Natürlich gab es anschließend immer viel zu erzählen vom Bummel auf der sündhaft teuren Königsallee, wo all die Rang-mit-Namen-Boutiquen vertreten waren, und ihr fiel auf, wie überdreht die Verkäuferinnen dort wirkten. Vielleicht waren sie auch nur stolz darauf, für eine Luxusmarke arbeiten zu dürfen, die sie sich selbst niemals leisten konnten. Vielleicht wäre eine gewisse Heiterkeit auch unpassend. Wer für einen Pullover 1.850 Euro bezahlt, erwartet vom Personal respektvolles Verhalten. Angemessene Distanz. Ruhige Stimme. Jede Unebenheit im Aufritt würde das Kaufritual erheblich stören.

Ihr kleines Badezimmer mit einem überdimensioniert großen Spiegel war ihr Sehnsuchtsort. Er war umrahmt mit 16 Glühbirnen, um das Gesicht fasergenau auszuleuchten. Wie eine Sonne aus der Steckdose verbreitete dieses Licht Wärme für ein Gefühl der Genugtuung. »Das bin ich. Ich bin die Schönheit. Die Engel werden es bezeugen.«

Von oben betrachtet wirkte ihr Badezimmer wie ein Atelier. Ordnung würde nur stören. Chaos bedeutete Leben. Ein Leben ohne Anpassung. Wild. Frei. Selbstbestimmt. Lebe dein Leben und nicht die Erwartungen anderer Menschen.

Sie lächelte in sich hinein und die Konturen ihres Gesichtes offenbarten einen Stolz, der auf den großen Applaus wartete. Was in diesem Leben wirkte, war großes Theater. Die kriechende Raupe mutierte zum begehrten Schmetterling, und seine Flügel, olivgrün mit feinem Ockergelb, ach wie schön, schlugen heiter im weichen Wind.

»Ich bin die Schönste im ganzen Land«, sang sie heiter zu ihrem Ebenbild im Spiegel.

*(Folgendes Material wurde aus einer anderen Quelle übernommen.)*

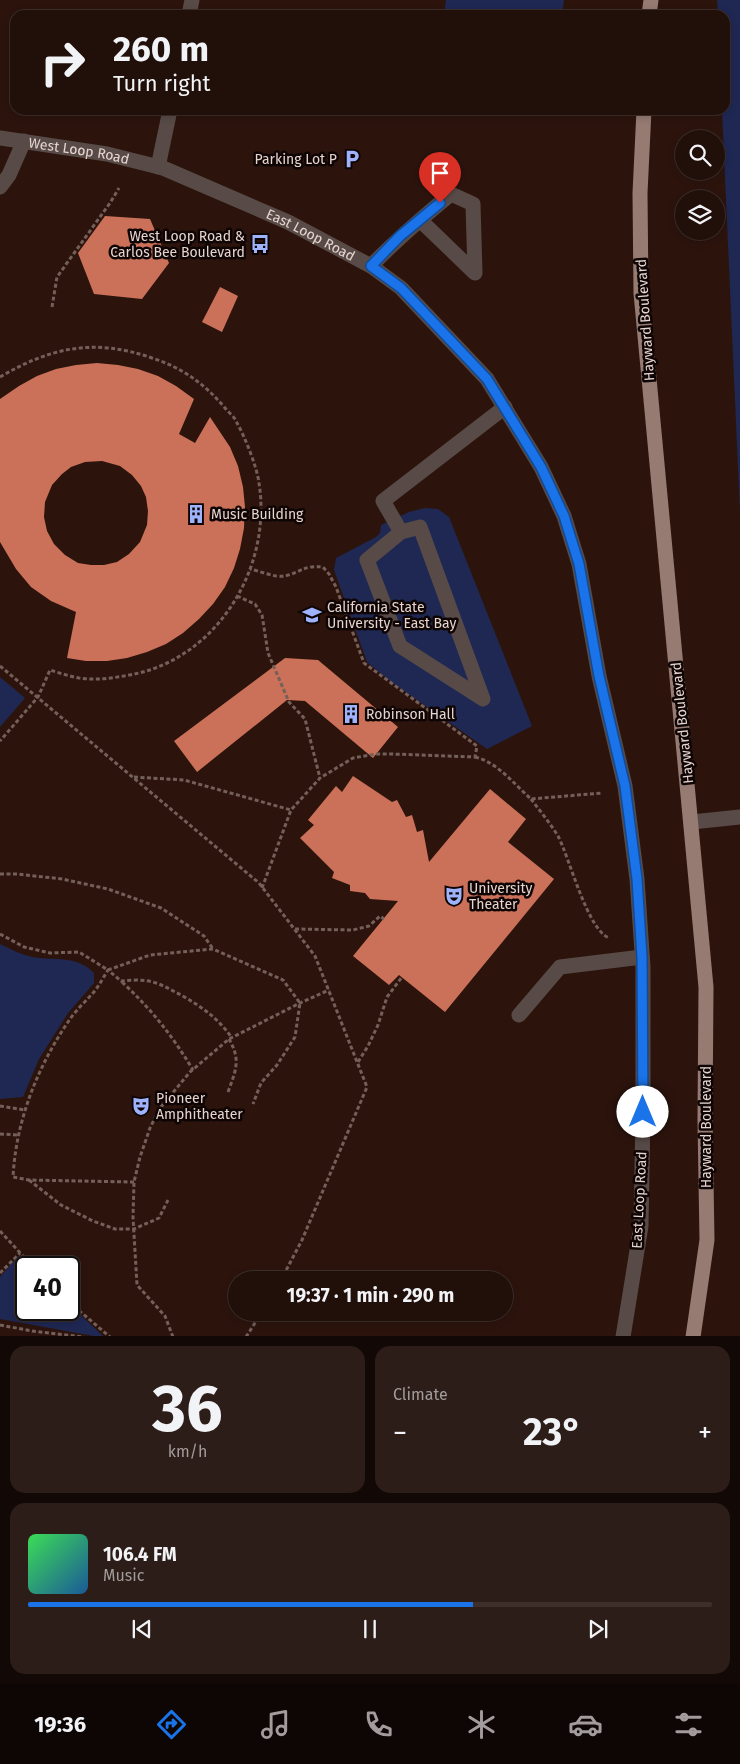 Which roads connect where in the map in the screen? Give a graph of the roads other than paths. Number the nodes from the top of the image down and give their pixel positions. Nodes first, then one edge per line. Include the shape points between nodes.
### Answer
1 (169, 115) edge
2 (644, 115) edge
3 (0, 138) edge
4 (24, 141) junction
5 (158, 167) junction
6 (0, 187) edge
7 (420, 220) junction
8 (371, 266) junction
9 (505, 407) junction
10 (401, 532) junction
11 (740, 817) edge
12 (692, 822) junction
13 (642, 957) junction
14 (519, 1015) dead end
15 (623, 1336) edge
16 (693, 1336) edge

1 - 5 street
2 - 12 main road, Hayward Boulevard via 640,193 641,292
3 - 4 street, West Loop Road
4 - 5 street, West Loop Road via 107,154
4 - 6 street
5 - 8 street, East Loop Road via 288,222
7 - 7 street via 451,194 473,204 475,273
7 - 8 street
8 - 9 street, East Loop Road via 401,288 487,379
9 - 10 street via 383,501
9 - 13 street, East Loop Road via 541,467 564,516 579,564 599,676 625,786 637,879
10 - 10 street via 420,527 484,699 400,646 367,560
11 - 12 street
12 - 16 main road, Hayward Boulevard via 706,987 704,1120 707,1240
13 - 14 street via 560,966
13 - 15 street, East Loop Road via 641,1226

In Augenhöhe des Spiegels stand ein roter Samtplüschhocker wie in einem Hollywood-Filmstudio, als würde sich gerade Cate Blanchett oder Julia Roberts für die nächste Szene die Lippen nachziehen. Aber hier saß nicht Hollywood, sondern das Ruhrgebiet. Auf der schmalen Ablage unter dem Spiegel und dem Beistelltischchen neben der Toilette befanden sich all die Instrumente für die Vollendung ihres Gesichtes. Puderdöschen, Rouge, Pinselset mit breiten und schmalen Bürsten aus Echthaar, sechs Lippenstifte in Kirschrot, Rosé, Beerentönen, Pink und Orange. Lipgloss, Lidschatten mit matten und schimmernden Nuancen, Augenbrauenzupfer, Abdeckcreme, Kajalstifte, Glätteeisen, Lockenmaschine, Wimperntusche, Abdeckfarben, Nagellack, Scheren, Haarbürsten wiederum in Echthaar, Anspitzer für die Kosmetikstifte, Schwämmchen, Seifen, Haargummis in verschiedenen Farben.

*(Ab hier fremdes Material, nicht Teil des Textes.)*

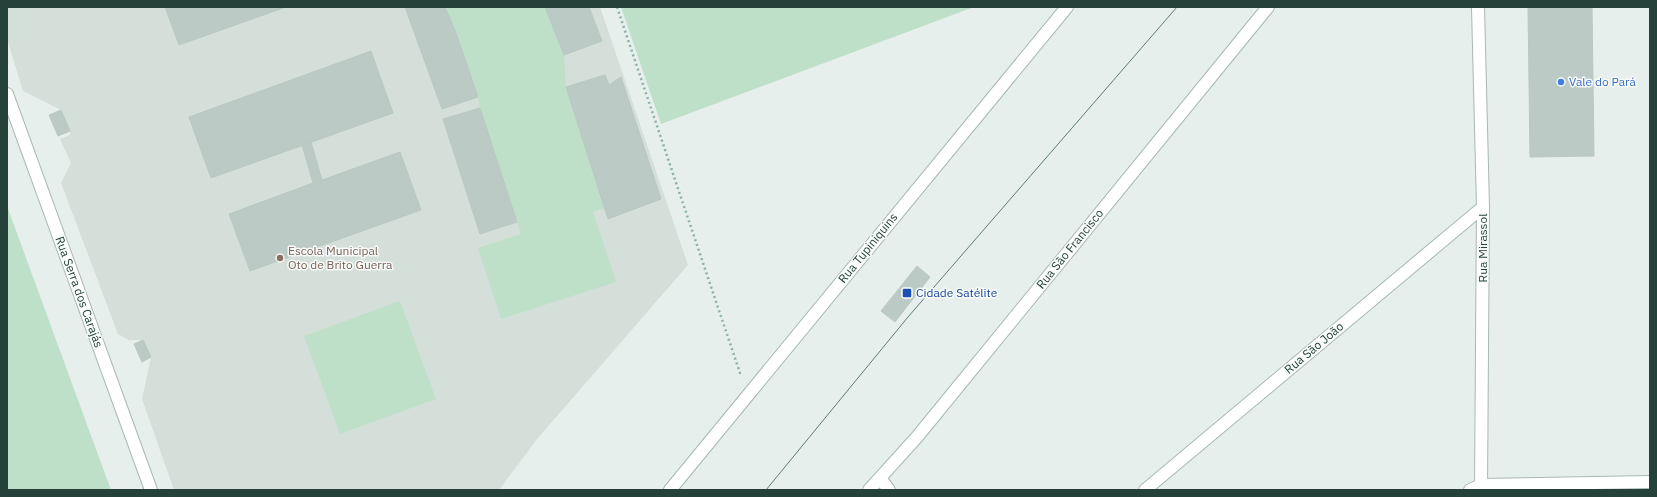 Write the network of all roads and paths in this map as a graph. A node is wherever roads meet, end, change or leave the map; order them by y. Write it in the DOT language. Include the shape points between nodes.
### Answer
graph roads {
  1 [pos="617,7"];
  2 [pos="1067,7"];
  3 [pos="1268,7"];
  4 [pos="1478,7"];
  5 [pos="7,94"];
  6 [pos="1483,207"];
  7 [pos="746,370"];
  8 [pos="880,478"];
  9 [pos="1643,484"];
  10 [pos="1481,488"];
  11 [pos="152,490"];
  12 [pos="670,490"];
  13 [pos="869,490"];
  14 [pos="889,490"];
  15 [pos="1145,490"];
  16 [pos="1470,490"];
  1 -- 7 [label="path" via="741,376"];
  2 -- 12 [label="street, Rua Tupiniquins"];
  3 -- 8 [label="street, Rua São Francisco" via="917,437"];
  4 -- 6 [label="street, Rua Mirassol"];
  5 -- 11 [label="street, Rua Serra dos Carajás"];
  6 -- 10 [label="street, Rua Mirassol"];
  6 -- 15 [label="street, Rua São João"];
  8 -- 13 [label="street, Rua São Francisco"];
  8 -- 14 [label="street"];
  9 -- 10 [label="street"];
  10 -- 16 [label="street"];
}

Sie saß mit geradem Rücken auf ihrem Samtplüschhocker und betrachtete ihr Gesicht. Sie versuchte, sich an einem großen Gedanken zu orientieren, um ihren Gefühlen eine Stoßrichtung zu geben. Daraus wurde eine Kette aus Impulsen, Fiktionen und Offenbarungen: Die Menschen mussten sie einfach mögen, dachte sie.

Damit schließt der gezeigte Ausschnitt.